[[ DATA PROVIDED open ]]

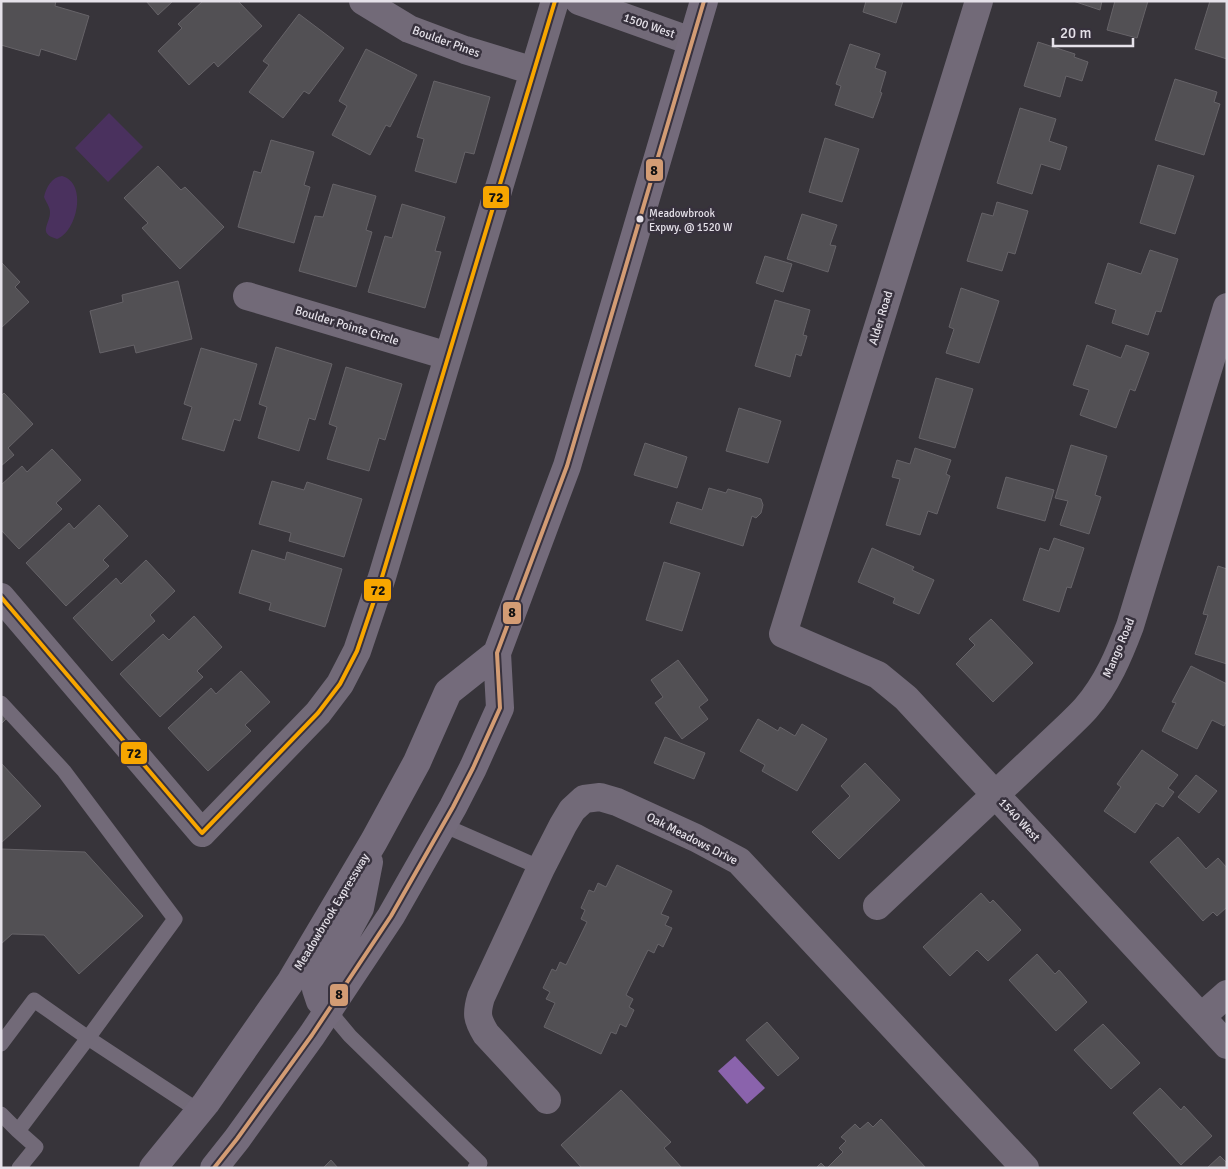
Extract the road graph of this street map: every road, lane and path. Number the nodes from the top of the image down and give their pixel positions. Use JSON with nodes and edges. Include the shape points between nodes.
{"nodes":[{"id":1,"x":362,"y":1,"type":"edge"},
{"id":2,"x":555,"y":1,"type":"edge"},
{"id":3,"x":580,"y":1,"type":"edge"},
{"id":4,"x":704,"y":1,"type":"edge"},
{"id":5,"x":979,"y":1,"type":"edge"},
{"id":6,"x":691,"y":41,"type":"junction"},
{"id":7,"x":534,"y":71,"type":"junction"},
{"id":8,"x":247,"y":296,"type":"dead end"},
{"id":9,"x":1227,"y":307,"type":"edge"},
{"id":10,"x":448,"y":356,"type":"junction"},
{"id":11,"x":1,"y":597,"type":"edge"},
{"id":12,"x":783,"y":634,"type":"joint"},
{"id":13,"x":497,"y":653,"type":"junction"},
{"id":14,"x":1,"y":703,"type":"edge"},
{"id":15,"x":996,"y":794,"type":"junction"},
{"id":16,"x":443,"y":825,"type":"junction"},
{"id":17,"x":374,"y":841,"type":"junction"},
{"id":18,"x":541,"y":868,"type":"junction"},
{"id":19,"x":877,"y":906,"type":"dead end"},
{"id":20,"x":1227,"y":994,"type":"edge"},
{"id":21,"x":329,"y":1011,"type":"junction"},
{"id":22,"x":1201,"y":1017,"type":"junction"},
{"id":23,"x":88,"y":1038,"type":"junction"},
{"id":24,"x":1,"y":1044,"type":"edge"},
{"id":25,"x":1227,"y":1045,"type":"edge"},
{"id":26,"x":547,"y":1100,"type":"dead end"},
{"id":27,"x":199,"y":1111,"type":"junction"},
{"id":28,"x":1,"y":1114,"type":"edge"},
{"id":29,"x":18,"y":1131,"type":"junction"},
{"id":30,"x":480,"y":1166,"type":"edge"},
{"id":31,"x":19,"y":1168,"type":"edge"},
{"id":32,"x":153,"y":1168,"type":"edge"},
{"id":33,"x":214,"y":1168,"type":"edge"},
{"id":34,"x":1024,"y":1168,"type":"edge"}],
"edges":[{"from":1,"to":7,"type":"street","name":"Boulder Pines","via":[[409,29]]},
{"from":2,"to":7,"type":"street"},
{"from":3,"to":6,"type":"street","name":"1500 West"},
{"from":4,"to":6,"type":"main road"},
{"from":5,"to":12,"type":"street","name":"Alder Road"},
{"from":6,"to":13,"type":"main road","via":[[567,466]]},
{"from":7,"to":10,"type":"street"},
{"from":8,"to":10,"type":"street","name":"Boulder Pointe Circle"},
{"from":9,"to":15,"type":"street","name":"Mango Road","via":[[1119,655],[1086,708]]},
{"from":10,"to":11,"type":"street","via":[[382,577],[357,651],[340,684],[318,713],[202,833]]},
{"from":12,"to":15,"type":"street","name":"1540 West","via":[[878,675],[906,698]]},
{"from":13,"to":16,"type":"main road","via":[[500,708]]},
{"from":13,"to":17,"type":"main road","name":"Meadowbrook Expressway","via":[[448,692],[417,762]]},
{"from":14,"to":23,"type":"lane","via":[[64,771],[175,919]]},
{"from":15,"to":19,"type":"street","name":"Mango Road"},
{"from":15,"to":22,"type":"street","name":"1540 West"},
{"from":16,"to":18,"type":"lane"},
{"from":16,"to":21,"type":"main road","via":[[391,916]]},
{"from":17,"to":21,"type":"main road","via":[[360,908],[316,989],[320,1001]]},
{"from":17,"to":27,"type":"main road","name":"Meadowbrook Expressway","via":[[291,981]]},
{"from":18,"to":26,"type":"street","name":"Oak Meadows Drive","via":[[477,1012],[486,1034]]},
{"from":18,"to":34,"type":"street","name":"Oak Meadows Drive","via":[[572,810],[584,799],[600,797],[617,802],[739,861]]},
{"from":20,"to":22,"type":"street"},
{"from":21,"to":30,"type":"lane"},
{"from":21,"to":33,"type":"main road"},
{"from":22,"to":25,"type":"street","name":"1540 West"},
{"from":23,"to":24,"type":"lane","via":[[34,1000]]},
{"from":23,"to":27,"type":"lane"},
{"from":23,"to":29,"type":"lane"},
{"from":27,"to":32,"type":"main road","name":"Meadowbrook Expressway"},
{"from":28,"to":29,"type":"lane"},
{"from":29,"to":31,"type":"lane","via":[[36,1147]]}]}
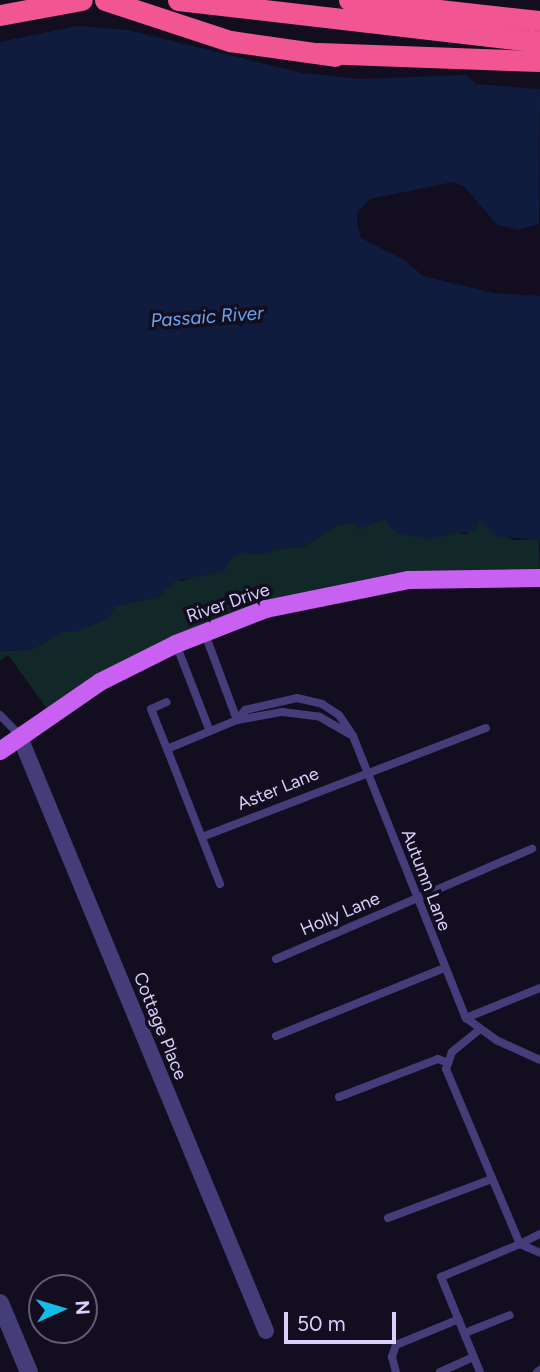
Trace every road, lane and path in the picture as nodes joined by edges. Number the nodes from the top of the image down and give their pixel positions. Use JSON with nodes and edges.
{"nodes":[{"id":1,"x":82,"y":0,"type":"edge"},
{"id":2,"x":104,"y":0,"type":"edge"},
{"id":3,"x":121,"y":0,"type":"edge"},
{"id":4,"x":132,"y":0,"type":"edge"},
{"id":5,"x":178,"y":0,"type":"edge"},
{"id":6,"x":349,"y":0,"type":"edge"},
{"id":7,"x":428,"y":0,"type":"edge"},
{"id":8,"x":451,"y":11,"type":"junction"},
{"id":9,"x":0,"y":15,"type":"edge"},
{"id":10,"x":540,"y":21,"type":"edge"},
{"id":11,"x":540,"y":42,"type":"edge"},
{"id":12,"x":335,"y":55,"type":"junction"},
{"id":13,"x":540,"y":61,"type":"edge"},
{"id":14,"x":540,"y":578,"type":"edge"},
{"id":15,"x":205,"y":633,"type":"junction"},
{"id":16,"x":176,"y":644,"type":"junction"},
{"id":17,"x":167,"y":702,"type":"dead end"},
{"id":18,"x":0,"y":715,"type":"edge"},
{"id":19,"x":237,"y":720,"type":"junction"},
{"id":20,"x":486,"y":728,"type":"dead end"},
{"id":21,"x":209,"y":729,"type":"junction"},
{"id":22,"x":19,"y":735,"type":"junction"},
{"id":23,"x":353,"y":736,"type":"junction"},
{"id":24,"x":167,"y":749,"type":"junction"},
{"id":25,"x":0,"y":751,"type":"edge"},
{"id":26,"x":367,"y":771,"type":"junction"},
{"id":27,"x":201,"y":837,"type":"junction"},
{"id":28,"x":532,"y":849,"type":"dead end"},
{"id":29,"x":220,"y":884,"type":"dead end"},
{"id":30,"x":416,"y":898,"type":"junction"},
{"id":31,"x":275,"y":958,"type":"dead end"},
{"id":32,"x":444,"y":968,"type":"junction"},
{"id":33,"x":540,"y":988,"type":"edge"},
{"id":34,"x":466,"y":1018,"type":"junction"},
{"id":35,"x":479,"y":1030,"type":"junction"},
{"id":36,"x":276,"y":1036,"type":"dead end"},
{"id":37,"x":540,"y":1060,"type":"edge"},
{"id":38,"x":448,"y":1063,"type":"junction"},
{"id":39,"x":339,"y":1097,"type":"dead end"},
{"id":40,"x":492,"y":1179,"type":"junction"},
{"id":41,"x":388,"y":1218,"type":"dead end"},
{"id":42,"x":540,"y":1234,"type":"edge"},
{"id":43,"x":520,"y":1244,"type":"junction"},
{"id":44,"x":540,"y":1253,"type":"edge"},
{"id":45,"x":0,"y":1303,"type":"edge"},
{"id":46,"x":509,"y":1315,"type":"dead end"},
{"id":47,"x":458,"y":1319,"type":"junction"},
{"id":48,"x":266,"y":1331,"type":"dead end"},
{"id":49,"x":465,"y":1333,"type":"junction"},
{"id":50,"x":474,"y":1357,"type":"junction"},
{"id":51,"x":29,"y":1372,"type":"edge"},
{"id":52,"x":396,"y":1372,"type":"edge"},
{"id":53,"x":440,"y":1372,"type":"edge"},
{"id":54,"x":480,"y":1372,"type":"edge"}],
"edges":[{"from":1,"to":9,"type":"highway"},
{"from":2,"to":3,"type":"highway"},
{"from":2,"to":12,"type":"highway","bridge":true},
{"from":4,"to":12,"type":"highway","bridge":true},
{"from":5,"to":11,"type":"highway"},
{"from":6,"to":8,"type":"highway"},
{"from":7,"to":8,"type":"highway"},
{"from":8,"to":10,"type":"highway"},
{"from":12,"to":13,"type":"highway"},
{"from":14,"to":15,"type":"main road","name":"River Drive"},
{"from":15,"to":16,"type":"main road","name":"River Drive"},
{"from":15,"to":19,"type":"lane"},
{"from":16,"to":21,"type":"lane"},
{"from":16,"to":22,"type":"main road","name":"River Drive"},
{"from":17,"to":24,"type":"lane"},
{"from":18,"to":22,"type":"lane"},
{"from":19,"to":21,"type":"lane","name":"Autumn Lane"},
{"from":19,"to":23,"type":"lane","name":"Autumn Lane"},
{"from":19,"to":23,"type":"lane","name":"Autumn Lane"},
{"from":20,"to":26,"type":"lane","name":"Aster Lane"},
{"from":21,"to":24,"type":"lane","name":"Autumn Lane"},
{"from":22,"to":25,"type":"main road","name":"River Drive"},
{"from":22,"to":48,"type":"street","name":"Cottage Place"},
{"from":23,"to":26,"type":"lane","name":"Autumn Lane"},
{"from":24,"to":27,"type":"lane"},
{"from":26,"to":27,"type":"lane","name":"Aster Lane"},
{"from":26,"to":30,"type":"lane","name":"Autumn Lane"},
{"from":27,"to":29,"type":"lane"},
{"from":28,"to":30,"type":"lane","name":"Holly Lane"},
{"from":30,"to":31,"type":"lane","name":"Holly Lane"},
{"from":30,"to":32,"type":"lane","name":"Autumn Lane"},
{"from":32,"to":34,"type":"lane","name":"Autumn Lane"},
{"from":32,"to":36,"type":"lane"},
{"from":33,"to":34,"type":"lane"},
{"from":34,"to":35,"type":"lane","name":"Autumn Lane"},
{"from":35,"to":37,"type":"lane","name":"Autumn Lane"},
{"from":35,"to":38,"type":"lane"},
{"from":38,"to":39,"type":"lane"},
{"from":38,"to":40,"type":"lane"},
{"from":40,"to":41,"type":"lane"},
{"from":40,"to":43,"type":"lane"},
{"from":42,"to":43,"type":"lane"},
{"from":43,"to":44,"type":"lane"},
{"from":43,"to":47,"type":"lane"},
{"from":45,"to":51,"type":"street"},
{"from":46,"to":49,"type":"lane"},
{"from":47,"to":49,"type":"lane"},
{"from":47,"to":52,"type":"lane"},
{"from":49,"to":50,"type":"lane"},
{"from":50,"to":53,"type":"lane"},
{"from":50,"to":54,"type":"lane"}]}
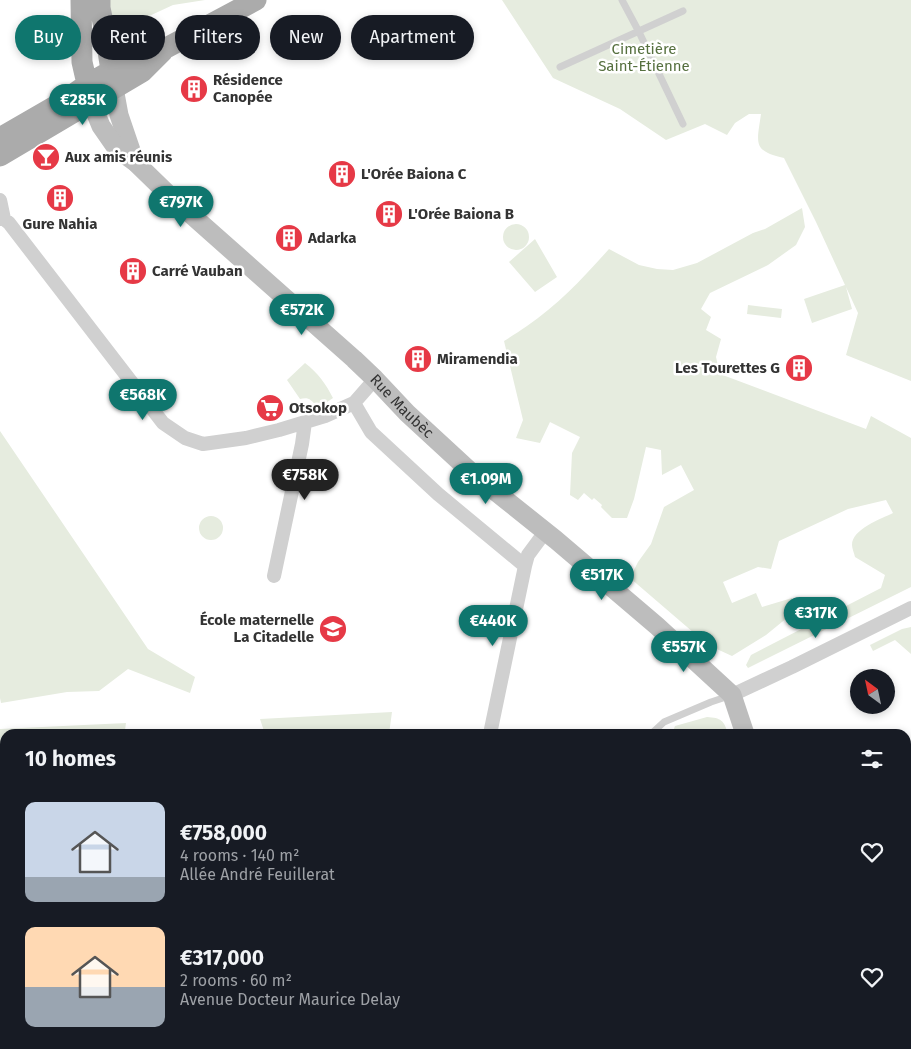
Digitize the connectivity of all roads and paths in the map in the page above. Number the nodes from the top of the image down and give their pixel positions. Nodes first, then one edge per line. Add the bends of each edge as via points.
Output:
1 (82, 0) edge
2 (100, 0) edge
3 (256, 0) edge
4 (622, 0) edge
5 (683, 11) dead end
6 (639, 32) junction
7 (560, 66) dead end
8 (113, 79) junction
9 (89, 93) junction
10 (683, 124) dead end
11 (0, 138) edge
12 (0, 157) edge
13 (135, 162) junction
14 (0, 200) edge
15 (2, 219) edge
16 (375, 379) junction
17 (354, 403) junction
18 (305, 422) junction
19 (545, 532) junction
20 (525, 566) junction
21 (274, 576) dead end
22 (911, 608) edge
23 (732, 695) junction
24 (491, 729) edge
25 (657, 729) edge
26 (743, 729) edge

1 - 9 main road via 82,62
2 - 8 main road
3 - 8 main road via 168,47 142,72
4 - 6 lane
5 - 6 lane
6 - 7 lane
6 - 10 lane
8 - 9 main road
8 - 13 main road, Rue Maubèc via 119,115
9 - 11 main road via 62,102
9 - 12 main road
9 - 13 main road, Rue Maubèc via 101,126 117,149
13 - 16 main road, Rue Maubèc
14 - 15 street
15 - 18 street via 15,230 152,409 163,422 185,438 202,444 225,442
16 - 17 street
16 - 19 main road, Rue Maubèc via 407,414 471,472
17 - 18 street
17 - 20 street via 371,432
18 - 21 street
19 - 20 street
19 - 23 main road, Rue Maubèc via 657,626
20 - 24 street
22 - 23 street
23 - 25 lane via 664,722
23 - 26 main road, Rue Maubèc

[[ DATA PROVIDED closed ]]

DESCRIPTION OF THE TASK:
Scan the records above for the word "River" and return every line where it occurs.

FINAL ANSWER:
{"from":14,"to":15,"type":"main road","name":"River Drive"},
{"from":15,"to":16,"type":"main road","name":"River Drive"},
{"from":16,"to":22,"type":"main road","name":"River Drive"},
{"from":22,"to":25,"type":"main road","name":"River Drive"},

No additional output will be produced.